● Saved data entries
━━━━
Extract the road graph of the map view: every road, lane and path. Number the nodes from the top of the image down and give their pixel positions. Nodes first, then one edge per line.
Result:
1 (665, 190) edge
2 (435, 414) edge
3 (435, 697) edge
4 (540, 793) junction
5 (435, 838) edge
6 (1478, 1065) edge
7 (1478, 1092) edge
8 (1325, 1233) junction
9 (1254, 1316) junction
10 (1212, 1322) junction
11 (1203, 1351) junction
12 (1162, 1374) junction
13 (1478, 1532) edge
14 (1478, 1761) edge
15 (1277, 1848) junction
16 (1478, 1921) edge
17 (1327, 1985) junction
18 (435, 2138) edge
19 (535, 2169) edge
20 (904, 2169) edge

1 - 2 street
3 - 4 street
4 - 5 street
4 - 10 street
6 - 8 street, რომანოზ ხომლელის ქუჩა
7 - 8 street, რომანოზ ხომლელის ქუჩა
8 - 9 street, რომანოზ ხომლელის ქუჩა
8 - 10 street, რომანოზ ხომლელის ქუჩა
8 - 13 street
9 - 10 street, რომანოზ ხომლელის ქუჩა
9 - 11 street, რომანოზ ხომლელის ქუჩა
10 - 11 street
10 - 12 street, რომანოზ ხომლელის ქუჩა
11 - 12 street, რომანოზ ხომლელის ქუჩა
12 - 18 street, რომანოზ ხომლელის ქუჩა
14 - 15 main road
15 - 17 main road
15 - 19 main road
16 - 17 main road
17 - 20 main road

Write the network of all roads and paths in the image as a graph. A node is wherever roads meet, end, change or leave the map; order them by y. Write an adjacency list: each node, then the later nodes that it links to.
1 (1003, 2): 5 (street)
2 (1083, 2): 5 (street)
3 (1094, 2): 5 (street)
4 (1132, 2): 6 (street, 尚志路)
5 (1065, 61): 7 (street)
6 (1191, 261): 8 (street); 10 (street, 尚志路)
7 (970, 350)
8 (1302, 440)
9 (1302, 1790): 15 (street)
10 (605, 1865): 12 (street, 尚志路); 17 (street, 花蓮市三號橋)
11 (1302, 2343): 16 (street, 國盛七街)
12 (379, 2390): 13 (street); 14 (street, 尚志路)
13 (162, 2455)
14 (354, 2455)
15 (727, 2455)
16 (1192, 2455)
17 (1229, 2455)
━━━━
● What the exercise asks
Repeat each line above exactly as written.

● Reply
Extract the road graph of the map view: every road, lane and path. Number the nodes from the top of the image down and give their pixel positions. Nodes first, then one edge per line.
Result:
1 (665, 190) edge
2 (435, 414) edge
3 (435, 697) edge
4 (540, 793) junction
5 (435, 838) edge
6 (1478, 1065) edge
7 (1478, 1092) edge
8 (1325, 1233) junction
9 (1254, 1316) junction
10 (1212, 1322) junction
11 (1203, 1351) junction
12 (1162, 1374) junction
13 (1478, 1532) edge
14 (1478, 1761) edge
15 (1277, 1848) junction
16 (1478, 1921) edge
17 (1327, 1985) junction
18 (435, 2138) edge
19 (535, 2169) edge
20 (904, 2169) edge

1 - 2 street
3 - 4 street
4 - 5 street
4 - 10 street
6 - 8 street, რომანოზ ხომლელის ქუჩა
7 - 8 street, რომანოზ ხომლელის ქუჩა
8 - 9 street, რომანოზ ხომლელის ქუჩა
8 - 10 street, რომანოზ ხომლელის ქუჩა
8 - 13 street
9 - 10 street, რომანოზ ხომლელის ქუჩა
9 - 11 street, რომანოზ ხომლელის ქუჩა
10 - 11 street
10 - 12 street, რომანოზ ხომლელის ქუჩა
11 - 12 street, რომანოზ ხომლელის ქუჩა
12 - 18 street, რომანოზ ხომლელის ქუჩა
14 - 15 main road
15 - 17 main road
15 - 19 main road
16 - 17 main road
17 - 20 main road

Write the network of all roads and paths in the image as a graph. A node is wherever roads meet, end, change or leave the map; order them by y. Write an adjacency list: each node, then the later nodes that it links to.
1 (1003, 2): 5 (street)
2 (1083, 2): 5 (street)
3 (1094, 2): 5 (street)
4 (1132, 2): 6 (street, 尚志路)
5 (1065, 61): 7 (street)
6 (1191, 261): 8 (street); 10 (street, 尚志路)
7 (970, 350)
8 (1302, 440)
9 (1302, 1790): 15 (street)
10 (605, 1865): 12 (street, 尚志路); 17 (street, 花蓮市三號橋)
11 (1302, 2343): 16 (street, 國盛七街)
12 (379, 2390): 13 (street); 14 (street, 尚志路)
13 (162, 2455)
14 (354, 2455)
15 (727, 2455)
16 (1192, 2455)
17 (1229, 2455)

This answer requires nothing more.